The Unapologetic Mathematician

Mathematics for the interested outsider

Multilinear Functionals

Okay, time for a diversion from all this calculus. Don’t worry, there’s tons more ahead.

We’re going to need some geometric concepts tied to linear algebra, and before we get into that we need to revisit an old topic: tensor powers and the subspaces of symmetric and antisymmetric tensors. Specifically, how do all of these interact with duals. Through these post we’ll be working with a vector space V over a field \mathbb{F}, which at times will be assumed to be finite-dimensional, but will not always be.

First, we remember that elements of the dual space V^*=\hom_\mathbb{F}(V,\mathbb{F}) are called “linear functionals”. These are \mathbb{F}-linear functions from the vector space V to the base field \mathbb{F}. Similarly, a “n-multilinear functional” is a function f that takes n vectors from V and gives back a field element in \mathbb{F} in a way that’s \mathbb{F}-linear in each variable. That is,

\displaystyle f(v_1,\dots,av_i+bw_i,\dots,v_n)=af(v_1,\dots,v_i,\dots,v_n)+bf(v_1,\dots,w_i,\dots,v_n)

for scalars a and b, and for any index i. Equivalently, by the defining universal property of tensor products, this is equivalent to a linear function f:V^{\otimes n}\rightarrow\mathbb{F} — a linear functional on V^{\otimes n}. That is, the space of n-multilinear functionals is the dual space \left(V^{\otimes n}\right)^*.

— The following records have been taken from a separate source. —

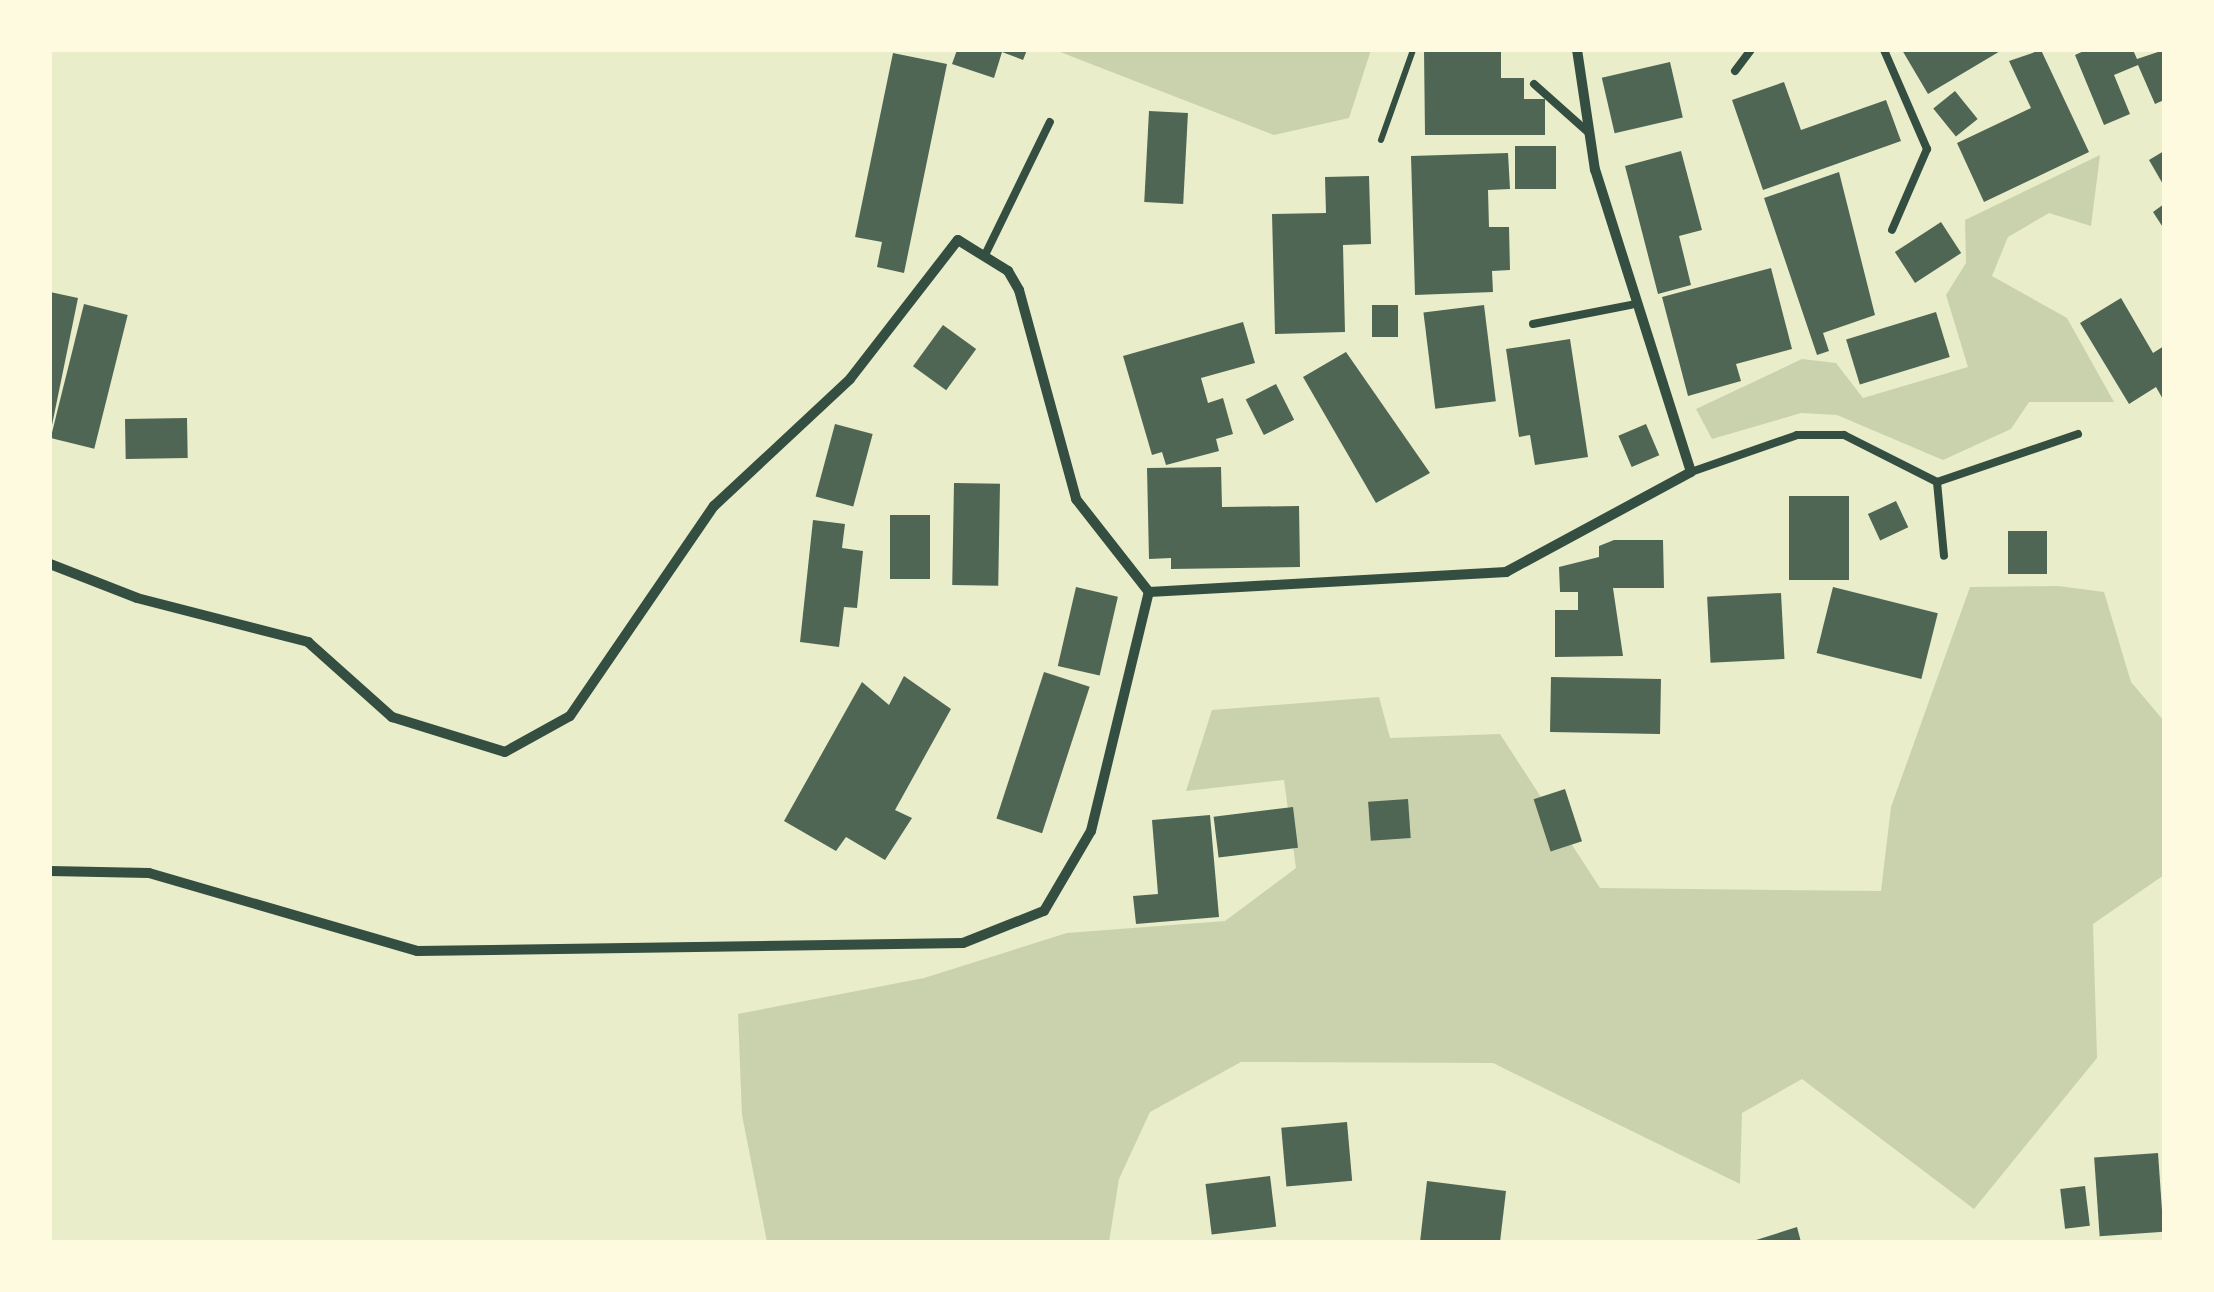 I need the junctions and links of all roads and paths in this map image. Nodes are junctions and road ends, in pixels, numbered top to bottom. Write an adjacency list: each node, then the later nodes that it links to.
1 (1413, 50): 9 (path)
2 (1577, 50): 8 (street)
3 (1751, 50): 5 (lane)
4 (1884, 50): 10 (lane)
5 (1735, 71)
6 (1534, 84): 8 (lane)
7 (1050, 122): 11 (lane)
8 (1589, 132): 12 (street)
9 (1380, 140)
10 (1892, 230)
11 (986, 255): 18 (street); 19 (street)
12 (1631, 306): 13 (lane); 15 (street)
13 (1533, 324)
14 (2078, 434): 16 (lane)
15 (1690, 472): 16 (lane); 19 (street)
16 (1937, 482): 17 (lane)
17 (1944, 556)
18 (50, 564)
19 (1149, 592): 20 (street)
20 (50, 871) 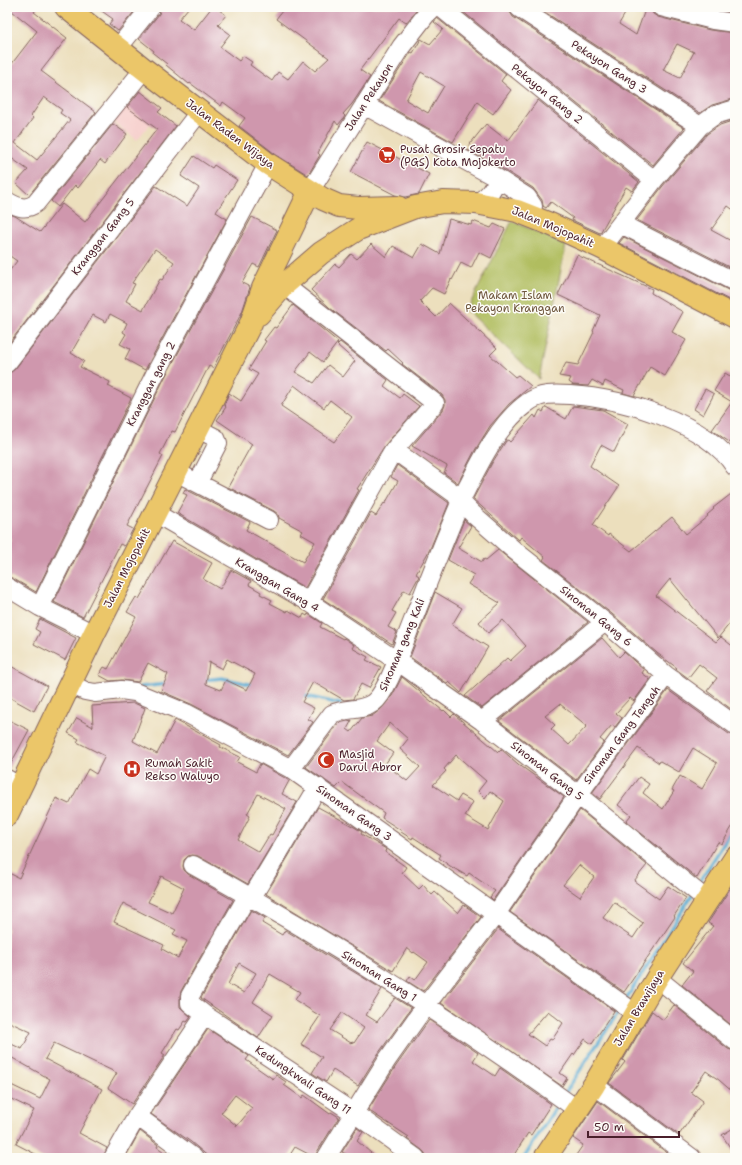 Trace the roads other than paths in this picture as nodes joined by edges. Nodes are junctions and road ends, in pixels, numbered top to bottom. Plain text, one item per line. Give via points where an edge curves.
1 (66, 7) edge
2 (151, 7) edge
3 (432, 7) edge
4 (440, 7) edge
5 (661, 7) edge
6 (518, 8) dead end
7 (735, 23) edge
8 (118, 48) junction
9 (144, 69) junction
10 (364, 106) junction
11 (735, 109) edge
12 (200, 112) junction
13 (700, 126) junction
14 (268, 164) junction
15 (497, 178) junction
16 (654, 180) junction
17 (310, 190) junction
18 (7, 200) edge
19 (476, 203) junction
20 (415, 207) junction
21 (532, 216) junction
22 (621, 224) junction
23 (602, 248) junction
24 (735, 282) edge
25 (284, 285) junction
26 (735, 317) edge
27 (251, 323) junction
28 (10, 352) edge
29 (198, 429) junction
30 (394, 450) junction
31 (735, 467) edge
32 (176, 472) junction
33 (198, 482) junction
34 (458, 498) junction
35 (155, 513) junction
36 (269, 520) dead end
37 (7, 587) edge
38 (309, 602) junction
39 (40, 607) junction
40 (605, 622) junction
41 (94, 634) junction
42 (397, 661) junction
43 (666, 675) junction
44 (71, 684) junction
45 (482, 721) junction
46 (735, 725) edge
47 (291, 769) junction
48 (14, 783) edge
49 (318, 788) junction
50 (578, 795) junction
51 (7, 815) edge
52 (735, 858) edge
53 (193, 865) dead end
54 (699, 893) junction
55 (250, 896) junction
56 (496, 914) junction
57 (656, 978) junction
58 (426, 1005) junction
59 (631, 1010) junction
60 (205, 1015) junction
61 (735, 1040) edge
62 (594, 1085) junction
63 (567, 1102) junction
64 (354, 1113) junction
65 (137, 1116) junction
66 (113, 1158) edge
67 (194, 1158) edge
68 (326, 1158) edge
69 (416, 1158) edge
70 (545, 1158) edge
71 (692, 1158) edge

1 - 8 main road, Jalan Raden Wijaya
2 - 8 street
3 - 10 street, Jalan Pekayon via 401,47
4 - 16 street, Pekayon Gang 2
5 - 7 street
6 - 13 street, Pekayon Gang 3
8 - 9 main road, Jalan Raden Wijaya
9 - 12 main road, Jalan Raden Wijaya
9 - 18 street via 36,202 26,208
10 - 15 street
10 - 17 street, Jalan Pekayon
11 - 13 street via 715,115
12 - 14 main road, Jalan Raden Wijaya
12 - 28 street, Kranggan Gang 5
13 - 16 street
14 - 17 main road, Jalan Raden Wijaya
14 - 39 street, Kranggan gang 2 via 156,374
15 - 19 street via 491,193
15 - 21 street via 527,197 533,206
16 - 22 street
17 - 20 main road, Jalan Raden Wijaya via 339,206
17 - 27 main road, Jalan Mojopahit via 263,288
19 - 20 main road, Jalan Mojopahit via 443,202
19 - 21 main road, Jalan Mojopahit
20 - 25 main road, Jalan Mojopahit via 358,229 321,254
21 - 23 main road, Jalan Mojopahit
22 - 23 street
22 - 24 street
23 - 26 main road, Jalan Mojopahit
25 - 27 main road, Jalan Mojopahit
25 - 30 street via 435,403
27 - 29 main road, Jalan Mojopahit
29 - 32 main road, Jalan Mojopahit
29 - 33 street via 216,438 218,443
30 - 34 street, Sinoman Gang 6
30 - 38 street
31 - 34 street, Sinoman gang Kali via 723,450 703,436 642,408 606,399 548,394 527,402 502,427
32 - 33 street
32 - 35 main road, Jalan Mojopahit
33 - 36 street
34 - 40 street, Sinoman Gang 6 via 514,550
34 - 42 street, Sinoman gang Kali
35 - 38 street, Kranggan Gang 4
35 - 41 main road, Jalan Mojopahit
37 - 39 street
38 - 42 street, Kranggan Gang 4
39 - 41 street
40 - 43 street, Sinoman Gang 6
40 - 45 street
41 - 44 main road, Jalan Mojopahit
42 - 45 street, Sinoman Gang 5
42 - 47 street, Sinoman gang Kali via 378,698 366,707 341,710 332,714
43 - 46 street, Sinoman Gang 6
43 - 50 street, Sinoman Gang Tengah
44 - 47 street, Sinoman Gang 3 via 95,693 121,690 135,692 186,713
44 - 48 main road, Jalan Mojopahit
45 - 50 street, Sinoman Gang 5
47 - 49 street, Sinoman Gang 3
48 - 51 main road, Jalan Mojopahit
49 - 55 street
49 - 56 street, Sinoman Gang 3
50 - 54 street, Sinoman Gang 5
50 - 56 street, Sinoman Gang Tengah
52 - 54 main road, Jalan Brawijaya
53 - 55 street, Sinoman Gang 1
54 - 57 main road, Jalan Brawijaya
55 - 58 street, Sinoman Gang 1
55 - 60 street, Kedungkwali Gang 11 via 190,996 190,1003
56 - 58 street, Sinoman Gang Tengah
56 - 59 street, Sinoman Gang 3
57 - 59 main road, Jalan Brawijaya
57 - 61 street
58 - 63 street, Sinoman Gang 1
58 - 64 street, Sinoman Gang Tengah
59 - 62 main road, Jalan Brawijaya
60 - 64 street, Kedungkwali Gang 11
60 - 65 street
62 - 63 main road, Jalan Brawijaya
62 - 71 street
63 - 70 main road, Jalan Brawijaya
64 - 68 street, Sinoman Gang Tengah
64 - 69 street, Kedungkwali Gang 11
65 - 66 street
65 - 67 street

There’s a good way to come up with n-multilinear functionals. Just take n linear functionals and sew them together. That is, if we have an n-tuple of functionals (\lambda^1,\dots,\lambda^n)\in\left(V^*\right)^{\times n} we can define an n-multilinear functional by the formula

\displaystyle\left[m(\lambda^1,\dots,\lambda^n)\right](v_1\otimes\dots\otimes v_n)=\prod\limits_{i=1}^n\lambda^i(v_i)

We just feed the ith tensorand v_i into the ith functional \lambda^i and multiply all the resulting field elements together. Since field multiplication is multilinear, so is this operation. Then the universal property of tensor products tells us that this mapping from n-tuples of linear functionals to n-multilinear functionals is equivalent to a unique linear map from the nth tensor power \left(V^*\right)^{\otimes n}\rightarrow\left(V^{\otimes n}\right)^*. It’s also easy to show that this map has a trivial kernel.

This is not to say that dualization and tensor powers commute. Indeed, in general this map is a proper monomorphism. But it turns out that if V is finite-dimensional, then it’s actually an isomorphism. Just count the dimensions — if V has dimension d then each space has dimension d^n — and use the rank-nullity theorem to see that they must be isomorphic. That is, every n-multilinear functional is a linear combination of the ones we can construct from n-tuples of linear functionals.

Now we can specialize this result. We define a multilinear functional to be symmetric if its value is unchanged when we swap two of its inputs. Equivalently, it commutes with the symmetrizer. That is, it must kill everything that the symmetrizer kills, and so must really define a linear functional on the subspace of symmetric tensors. That is, the space of symmetric n-multilinear functionals is the dual space \left(S^nV\right)^*. We can construct such symmetric multilinear functionals by taking n linear functionals as before and symmetrizing them. This gives a monomorphism S^n\left(V^*\right)\rightarrow\left(S^nV\right)^*, which is an isomorphism if V is finite-dimensional.

Similarly, we define a multilinear functional to be asymmetric or “alternating” if its value changes sign when we swap two of its inputs. Then it commutes with the antisymmetrizer, must kill everything the antisymmetrizer kills, and descends to a linear functional on the subspace of antisymmetric tensors. As before, we can construct just such an antisymmetric n-multilinear functional by antisymmetrizing n linear functionals, and get a monomorphism A^n\left(V^*\right)\rightarrow\left(A^nV\right)^*. And yet again, this map is an isomorphism if V is finite-dimensional.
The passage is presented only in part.